A morte foi confirmada pela filha, Paula Barreto. O produtor estava internado desde segunda-feira no Hospital Copa Star. Conhecido como Barretão, ele construiu uma carreira de mais de seis décadas e foi peça fundamental para projetar o audiovisual nacional no exterior.

Brasil no Oscar

Ao longo da carreira, Luiz Carlos Barreto participou de mais de 80 produções. No entanto, algumas delas marcaram definitivamente a história do cinema brasileiro por alcançarem reconhecimento internacional.

Ao lado de Lucy Barreto, consolidou a LC Barreto Produções Cinematográficas como uma das empresas mais importantes do setor. Foi sob esse selo que nasceram 'O Quatrilho' (1995), dirigido por Fábio Barreto, e 'O Que É Isso, Companheiro?' (1997), comandado por Bruno Barreto. Ambos conquistaram indicação ao Oscar de Melhor Filme em Língua Estrangeira.

Outro título emblemático foi 'Bye Bye Brasil' (1980), dirigido por Cacá Diegues. Isso porque, décadas após sua estreia, o longa voltou aos holofotes ao ganhar uma exibição especial no Festival de Cannes, em 2024, durante a celebração dos 60 anos da produtora.

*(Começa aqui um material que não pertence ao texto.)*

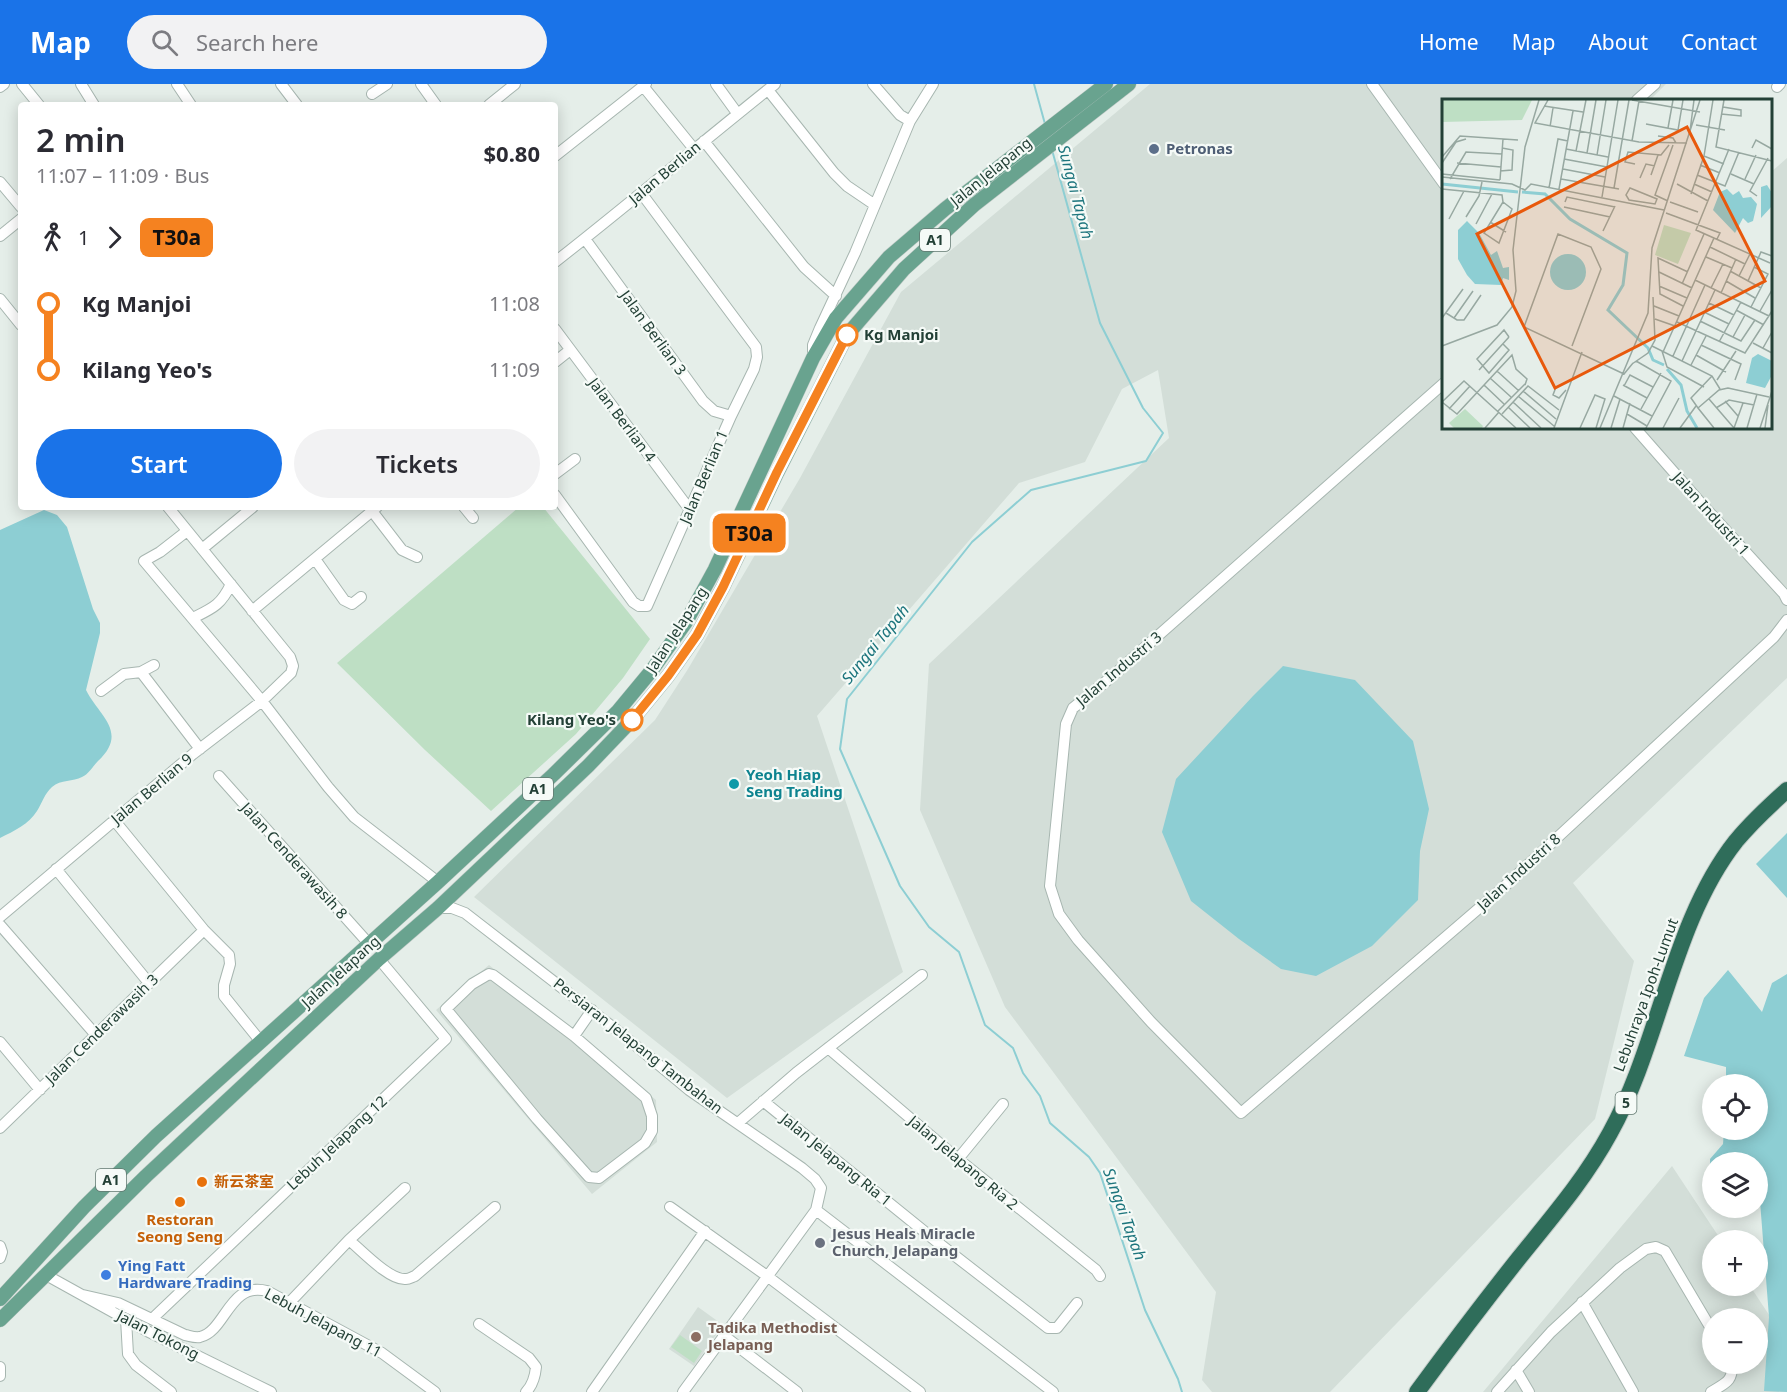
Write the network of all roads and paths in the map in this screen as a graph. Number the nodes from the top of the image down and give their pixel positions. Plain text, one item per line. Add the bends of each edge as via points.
1 (4, 84) edge
2 (22, 84) edge
3 (81, 84) edge
4 (177, 84) edge
5 (281, 84) edge
6 (387, 84) edge
7 (421, 84) edge
8 (515, 84) edge
9 (716, 84) edge
10 (873, 84) edge
11 (933, 84) edge
12 (1106, 84) edge
13 (1129, 84) edge
14 (1372, 84) edge
15 (1655, 84) edge
16 (644, 85) edge
17 (0, 87) edge
18 (771, 87) edge
19 (372, 94) dead end
20 (1638, 99) edge
21 (37, 102) edge
22 (92, 102) edge
23 (189, 102) edge
24 (295, 102) edge
25 (434, 102) edge
26 (493, 102) edge
27 (738, 113) junction
28 (910, 121) junction
29 (704, 141) junction
30 (694, 149) junction
31 (558, 154) edge
32 (0, 182) edge
33 (1442, 183) edge
34 (642, 194) junction
35 (18, 203) edge
36 (875, 206) junction
37 (18, 221) edge
38 (0, 236) edge
39 (585, 239) junction
40 (558, 260) edge
41 (836, 296) junction
42 (856, 296) junction
43 (0, 299) edge
44 (18, 318) edge
45 (558, 333) edge
46 (847, 335) junction
47 (570, 350) junction
48 (813, 358) junction
49 (558, 360) edge
50 (1442, 384) edge
51 (731, 416) junction
52 (1636, 429) edge
53 (575, 459) dead end
54 (558, 472) edge
55 (558, 499) edge
56 (170, 510) edge
57 (249, 510) edge
58 (373, 510) edge
59 (375, 510) edge
60 (467, 510) edge
61 (690, 510) junction
62 (473, 518) dead end
63 (187, 531) junction
64 (202, 549) junction
65 (417, 557) dead end
66 (315, 560) junction
67 (231, 584) junction
68 (361, 597) dead end
69 (1787, 600) edge
70 (252, 611) junction
71 (193, 618) junction
72 (1787, 620) edge
73 (154, 665) dead end
74 (141, 672) junction
75 (100, 691) dead end
76 (262, 701) junction
77 (200, 749) junction
78 (219, 776) dead end
79 (1787, 790) edge
80 (114, 820) junction
81 (56, 869) junction
82 (438, 882) junction
83 (459, 888) junction
84 (438, 908) junction
85 (465, 913) junction
86 (0, 916) edge
87 (0, 925) edge
88 (204, 930) junction
89 (370, 945) junction
90 (379, 959) junction
91 (922, 975) dead end
92 (149, 983) junction
93 (446, 1009) junction
94 (592, 1010) junction
95 (432, 1021) junction
96 (95, 1034) junction
97 (574, 1036) junction
98 (0, 1042) edge
99 (261, 1042) junction
100 (828, 1048) junction
101 (40, 1090) junction
102 (763, 1101) junction
103 (1003, 1104) dead end
104 (1241, 1113) joint
105 (738, 1123) junction
106 (0, 1128) edge
107 (198, 1128) junction
108 (156, 1136) junction
109 (958, 1159) junction
110 (146, 1176) junction
111 (405, 1188) dead end
112 (495, 1207) dead end
113 (670, 1207) dead end
114 (816, 1210) junction
115 (705, 1230) junction
116 (349, 1239) junction
117 (0, 1246) edge
118 (0, 1258) edge
119 (46, 1275) junction
120 (767, 1276) junction
121 (1100, 1276) dead end
122 (83, 1295) junction
123 (0, 1299) edge
124 (290, 1302) junction
125 (1582, 1302) junction
126 (1077, 1303) dead end
127 (1702, 1313) edge
128 (126, 1319) junction
129 (152, 1319) junction
130 (0, 1320) edge
131 (479, 1324) dead end
132 (723, 1335) junction
133 (0, 1367) edge
134 (1516, 1370) junction
135 (1732, 1374) edge
136 (0, 1376) edge
137 (255, 1389) edge
138 (171, 1392) edge
139 (272, 1392) edge
140 (435, 1392) edge
141 (526, 1392) edge
142 (592, 1392) edge
143 (684, 1392) edge
144 (797, 1392) edge
145 (920, 1392) edge
146 (1053, 1392) edge
147 (1417, 1392) edge
148 (1497, 1392) edge
149 (1529, 1392) edge
150 (1634, 1392) edge
151 (1710, 1392) edge

1 - 17 street
2 - 21 street
3 - 22 street
4 - 23 street
5 - 24 street
6 - 19 street
7 - 25 street
8 - 26 street
9 - 27 street
10 - 28 street
11 - 28 street
12 - 42 main road, Jalan Jelapang / A1 via 945,208 889,257
13 - 46 main road, Jalan Jelapang / A1 via 974,205 904,269
14 - 33 street
15 - 20 street
16 - 30 street
16 - 31 street
18 - 27 street, Jalan Berlian
18 - 36 street via 834,173
27 - 29 street, Jalan Berlian
28 - 36 street
29 - 30 street, Jalan Berlian
29 - 41 street via 804,267
30 - 34 street, Jalan Berlian
32 - 35 street
34 - 39 street, Jalan Berlian
34 - 51 street, Jalan Berlian 1 via 756,347 754,369
36 - 41 street
37 - 38 street
39 - 40 street, Jalan Berlian
39 - 51 street, Jalan Berlian 3 via 703,401 714,411
41 - 48 street via 813,345
42 - 46 main road via 844,321
42 - 48 main road, Jalan Jelapang / A1 via 836,318
43 - 44 street
45 - 47 street, Jalan Berlian 4
46 - 48 main road via 831,340
46 - 83 main road, Jalan Jelapang / A1 via 723,587 676,666 588,766
47 - 49 street
47 - 61 street, Jalan Berlian 4
48 - 82 main road, Jalan Jelapang / A1 via 715,568 686,622 652,670 586,743
50 - 104 street, Jalan Industri 3 via 1073,708 1066,724 1050,886 1059,914 1151,1022
51 - 61 street, Jalan Berlian 1
52 - 69 street, Jalan Industri 1
53 - 54 street
55 - 61 street, Jalan Berlian 1 via 639,606 647,606
56 - 63 street
57 - 64 street
58 - 66 street
59 - 65 street via 402,550
60 - 62 street
63 - 64 street
63 - 71 street via 144,561
64 - 67 street
66 - 68 street via 344,600 355,603
66 - 70 street
67 - 70 street
67 - 71 street via 216,607
70 - 76 street, Jalan Berlian 9 via 293,666
71 - 76 street
72 - 104 street, Jalan Industri 8 via 1774,637 1506,885
73 - 74 street
74 - 75 street via 124,674
74 - 77 street
76 - 77 street, Jalan Berlian 9
76 - 82 street via 354,817
77 - 80 street, Jalan Berlian 9
78 - 89 street, Jalan Cenderawasih 8
79 - 147 highway, Lebuhraya Ipoh-Lumut / 5 via 1736,842 1715,874 1689,927 1624,1107 1595,1160
80 - 81 street, Jalan Berlian 9
80 - 88 street
81 - 86 street, Jalan Berlian 9
81 - 92 street
82 - 89 main road, Jalan Jelapang / A1
83 - 84 main road, Jalan Jelapang / A1
83 - 85 street via 458,899
84 - 85 street, Persiaran Jelapang Tambahan
84 - 90 main road, Jalan Jelapang / A1
85 - 94 street, Persiaran Jelapang Tambahan
87 - 96 street
88 - 92 street, Jalan Cenderawasih 3
88 - 99 street via 229,955 224,996
89 - 99 main road, Jalan Jelapang / A1
90 - 95 street, Lebuh Jelapang 12
90 - 107 main road, Jalan Jelapang / A1
91 - 100 street
92 - 96 street, Jalan Cenderawasih 3
93 - 95 street
93 - 97 street via 489,974
93 - 97 street via 589,1177 599,1178 645,1143 652,1131 652,1116 646,1098
94 - 97 street
94 - 105 street, Persiaran Jelapang Tambahan via 689,1090
95 - 129 street, Lebuh Jelapang 12 via 446,1039
96 - 101 street, Jalan Cenderawasih 3
98 - 101 street
99 - 108 main road, Jalan Jelapang / A1
100 - 102 street
100 - 109 street, Jalan Jelapang Ria 2
101 - 106 street, Jalan Cenderawasih 3
102 - 105 street
102 - 126 street, Jalan Jelapang Ria 1 via 1048,1328 1057,1328
103 - 109 street
105 - 114 street, Persiaran Jelapang Tambahan via 815,1179 821,1188
107 - 108 main road via 171,1140
107 - 110 main road, Jalan Jelapang / A1
108 - 110 main road via 159,1152
108 - 123 main road, Jalan Jelapang / A1
109 - 121 street, Jalan Jelapang Ria 2
110 - 119 main road, Jalan Jelapang / A1
111 - 116 street
112 - 116 street via 406,1280 394,1277
113 - 115 street
114 - 120 street
114 - 146 street
115 - 120 street
115 - 142 street
116 - 124 street
117 - 118 street
119 - 122 street, Jalan Tokong
119 - 130 main road, Jalan Jelapang / A1
120 - 132 street
120 - 145 street
122 - 128 street, Jalan Tokong
122 - 129 street via 118,1303
124 - 129 street, Lebuh Jelapang 11 via 258,1288 249,1290 207,1334 197,1338
124 - 140 street, Lebuh Jelapang 11 via 382,1353
125 - 127 street via 1637,1255 1656,1247 1665,1251
125 - 134 street
125 - 150 street
128 - 137 street, Jalan Tokong
128 - 138 street via 128,1354
131 - 141 street via 536,1367 535,1378
132 - 143 street
132 - 144 street
133 - 136 street
134 - 148 street
134 - 149 street
135 - 151 street via 1727,1382
137 - 139 street, Jalan Tokong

No mercado nacional, o maior sucesso veio com 'Dona Flor e Seus Dois Maridos' (1976). Inspirado no romance de Jorge Amado e dirigido por Bruno Barreto, o filme levou aproximadamente 11 milhões de espectadores aos cinemas e permanece entre as maiores bilheterias da história do país. Ademais, sua participação também foi decisiva em obras que ajudaram a consolidar o Cinema Novo, como 'Vidas Secas' e 'Terra em Transe', produções consideradas referências até hoje.

Do jornalismo às câmeras

Antes de se tornar um dos produtores mais importantes do Brasil, contudo, Luiz Carlos Barreto construiu carreira no jornalismo. Ainda adolescente, começou a trabalhar no jornal 'O Democrata', no Ceará. Depois, mudou-se para o Rio de Janeiro, onde se destacou como repórter e fotojornalista da revista 'O Cruzeiro', uma das publicações mais influentes da época.

O trabalho o levou à França como correspondente internacional. A mudança definitiva aconteceu, então, após retornar ao Brasil. Enquanto acompanhava as filmagens de 'Barravento', conheceu Glauber Rocha e se aproximou de Nelson Pereira dos Santos. O encontro mudaria sua trajetória.

Pouco tempo depois, aceitou fotografar 'Vidas Secas'. Para reproduzir a realidade do sertão, dispensou recursos que suavizavam a iluminação e apostou em imagens de forte contraste, uma escolha que se tornou um marco na fotografia cinematográfica brasileira. Em 1963, fundou a LC Barreto Produções Cinematográficas. A empresa se transformou em uma das maiores referências do audiovisual brasileiro e passou a produzir filmes que atravessaram gerações.

A história de Barretão seguirá nas telas

Já últimos anos de vida, Luiz Carlos Barreto continuou envolvido com o cinema. Em 2022, por exemplo, participou da produção de 'Deus Ainda É Brasileiro', sequência do clássico que deve chegar aos cinemas ainda neste ano.

Além disso, sua própria trajetória foi retratada no documentário 'Barretão' (2019), dirigido por Marcelo Santiago. No início deste ano, a família anunciou 'Barreto em Transe', documentário dirigido por sua neta, Julia Barreto. O projeto reunirá depoimentos de personalidades como Fernanda Torres, Fernanda Montenegro, Marcos Palmeira, Sônia Braga, Dira Paes, Glória Pires, Betty Faria, Chico Buarque e Gilberto Gil.

Com lançamento previsto para 2028, quando Luiz Carlos Barreto completaria 100 anos, a produção pretende celebrar a vida e o legado de um homem que ajudou a transformar o cinema brasileiro em referência dentro e fora do país.